Detection of Wevtutil.exe Used to Disable Event Logs

Attackers, particularly ransomware groups, often disable or manipulate event logs to cover their tracks and hinder forensic investigations. This activity typically occurs post-compromise as part of an attacker’s defense evasion strategy. The use of wevtutil.exe, a legitimate Windows command-line utility, makes this technique challenging to detect without specific monitoring. Ransomware actors disable logging to operate undetected, making it difficult for security teams to trace malicious activities and respond effectively. This can prolong the dwell time of the attacker within the environment and increase the potential for widespread damage, data exfiltration, or system encryption.

Attack Chain

1. Initial access is gained through typical methods like phishing or exploiting public-facing vulnerabilities.
2. The attacker executes code on the compromised system, achieving initial foothold.
3. Privilege escalation techniques are employed to gain elevated permissions (e.g., using exploits, token manipulation).
4. The attacker uses wevtutil.exe with specific commands to disable or clear event logs.

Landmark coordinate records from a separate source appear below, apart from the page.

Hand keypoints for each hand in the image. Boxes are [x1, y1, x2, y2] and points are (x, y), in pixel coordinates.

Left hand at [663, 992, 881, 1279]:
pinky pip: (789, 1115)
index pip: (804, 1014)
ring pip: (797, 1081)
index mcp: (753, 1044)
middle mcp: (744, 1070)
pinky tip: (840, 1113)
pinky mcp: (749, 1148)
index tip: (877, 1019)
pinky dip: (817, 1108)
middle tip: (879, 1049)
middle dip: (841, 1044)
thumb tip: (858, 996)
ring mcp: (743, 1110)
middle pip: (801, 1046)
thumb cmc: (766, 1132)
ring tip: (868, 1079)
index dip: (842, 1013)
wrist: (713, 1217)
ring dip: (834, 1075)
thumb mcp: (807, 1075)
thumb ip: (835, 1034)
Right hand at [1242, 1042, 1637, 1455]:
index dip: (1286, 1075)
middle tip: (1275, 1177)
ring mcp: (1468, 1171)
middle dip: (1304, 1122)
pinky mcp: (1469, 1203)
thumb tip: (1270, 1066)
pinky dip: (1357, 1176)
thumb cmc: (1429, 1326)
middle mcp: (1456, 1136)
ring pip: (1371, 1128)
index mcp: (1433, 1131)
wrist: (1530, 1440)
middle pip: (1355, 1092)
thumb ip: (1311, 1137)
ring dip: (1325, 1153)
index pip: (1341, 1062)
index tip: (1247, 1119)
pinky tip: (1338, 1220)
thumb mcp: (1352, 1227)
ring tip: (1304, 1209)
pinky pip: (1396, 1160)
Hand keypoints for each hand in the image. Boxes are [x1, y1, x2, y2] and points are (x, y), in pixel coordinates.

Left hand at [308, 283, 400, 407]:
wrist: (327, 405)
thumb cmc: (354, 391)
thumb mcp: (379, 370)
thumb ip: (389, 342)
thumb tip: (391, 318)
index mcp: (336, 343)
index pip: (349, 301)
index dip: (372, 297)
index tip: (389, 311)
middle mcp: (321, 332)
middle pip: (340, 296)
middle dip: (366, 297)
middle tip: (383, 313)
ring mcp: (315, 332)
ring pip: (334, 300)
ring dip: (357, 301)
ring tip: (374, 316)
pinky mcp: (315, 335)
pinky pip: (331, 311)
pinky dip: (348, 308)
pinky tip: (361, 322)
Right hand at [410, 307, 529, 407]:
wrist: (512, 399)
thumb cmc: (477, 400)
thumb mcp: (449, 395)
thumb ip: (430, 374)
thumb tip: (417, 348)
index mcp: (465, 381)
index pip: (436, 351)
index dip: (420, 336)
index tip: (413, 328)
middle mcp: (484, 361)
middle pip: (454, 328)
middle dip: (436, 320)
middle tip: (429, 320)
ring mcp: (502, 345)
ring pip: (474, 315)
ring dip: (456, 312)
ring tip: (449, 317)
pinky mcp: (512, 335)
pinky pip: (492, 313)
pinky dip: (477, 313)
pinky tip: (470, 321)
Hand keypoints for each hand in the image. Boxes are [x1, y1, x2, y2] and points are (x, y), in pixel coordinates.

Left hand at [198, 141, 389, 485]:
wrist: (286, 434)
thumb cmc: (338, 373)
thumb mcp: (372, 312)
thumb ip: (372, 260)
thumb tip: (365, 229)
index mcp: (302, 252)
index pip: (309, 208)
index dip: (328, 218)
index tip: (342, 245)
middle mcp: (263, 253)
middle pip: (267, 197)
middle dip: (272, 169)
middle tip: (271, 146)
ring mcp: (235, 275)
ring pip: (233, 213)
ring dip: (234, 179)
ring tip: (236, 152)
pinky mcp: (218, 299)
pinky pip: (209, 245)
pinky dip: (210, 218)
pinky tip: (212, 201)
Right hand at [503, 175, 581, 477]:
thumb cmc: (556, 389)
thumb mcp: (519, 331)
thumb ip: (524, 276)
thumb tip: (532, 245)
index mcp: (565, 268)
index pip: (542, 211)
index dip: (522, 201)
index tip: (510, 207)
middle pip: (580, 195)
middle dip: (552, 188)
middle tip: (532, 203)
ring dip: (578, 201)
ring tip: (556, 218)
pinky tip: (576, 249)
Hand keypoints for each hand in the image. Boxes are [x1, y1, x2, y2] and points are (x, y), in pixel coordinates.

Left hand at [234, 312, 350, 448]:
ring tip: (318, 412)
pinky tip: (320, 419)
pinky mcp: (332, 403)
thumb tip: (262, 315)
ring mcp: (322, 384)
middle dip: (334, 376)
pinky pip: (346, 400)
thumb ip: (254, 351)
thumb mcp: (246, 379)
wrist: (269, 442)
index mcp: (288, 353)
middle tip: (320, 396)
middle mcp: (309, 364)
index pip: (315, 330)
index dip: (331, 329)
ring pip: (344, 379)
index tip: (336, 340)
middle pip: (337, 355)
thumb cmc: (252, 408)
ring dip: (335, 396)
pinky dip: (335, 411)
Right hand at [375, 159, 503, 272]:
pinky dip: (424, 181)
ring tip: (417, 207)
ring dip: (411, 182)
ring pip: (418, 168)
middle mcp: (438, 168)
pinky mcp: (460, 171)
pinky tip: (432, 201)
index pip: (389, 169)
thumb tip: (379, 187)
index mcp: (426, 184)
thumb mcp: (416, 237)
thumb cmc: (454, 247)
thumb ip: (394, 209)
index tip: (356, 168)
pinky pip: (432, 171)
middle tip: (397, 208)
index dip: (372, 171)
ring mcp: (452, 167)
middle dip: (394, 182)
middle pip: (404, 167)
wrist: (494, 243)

Example commands include wevtutil.exe sl <logname> false or wevtutil.exe set-log <logname> /enabled:false.
5. The attacker disables specific event channels to remove evidence of their activity.
6. Persistence mechanisms are established to maintain access across reboots (e.g., creating scheduled tasks, modifying registry keys).
7. Lateral movement is initiated to compromise additional systems within the network using tools like PsExec or SMB shares.
8. The final objective, such as ransomware deployment or data exfiltration, is executed, with logging disabled to minimize the chances of detection.

Impact

Successful disabling of event logs allows attackers to operate undetected, hindering forensic investigations and incident response efforts. This can lead to delayed detection of breaches, prolonged dwell time for attackers, and increased damage to affected organizations. Ransomware groups frequently use this technique to maximize the impact of their attacks, resulting in data encryption, exfiltration, and significant financial losses.

Recommendation

• Enable Sysmon process creation logging (Event ID 1) to detect the execution of wevtutil.exe with suspicious parameters.
• Deploy the Sigma rules provided below to your SIEM to detect specific command-line arguments used to disable event logs.
• Monitor Windows Event Log Security (4688) for process creation events of wevtutil.exe with arguments related to disabling or clearing logs.
• Investigate any instances where wevtutil.exe is executed with parameters like sl or set-log and /e:false or /enabled:false in the command line, as highlighted in the provided Sigma rules.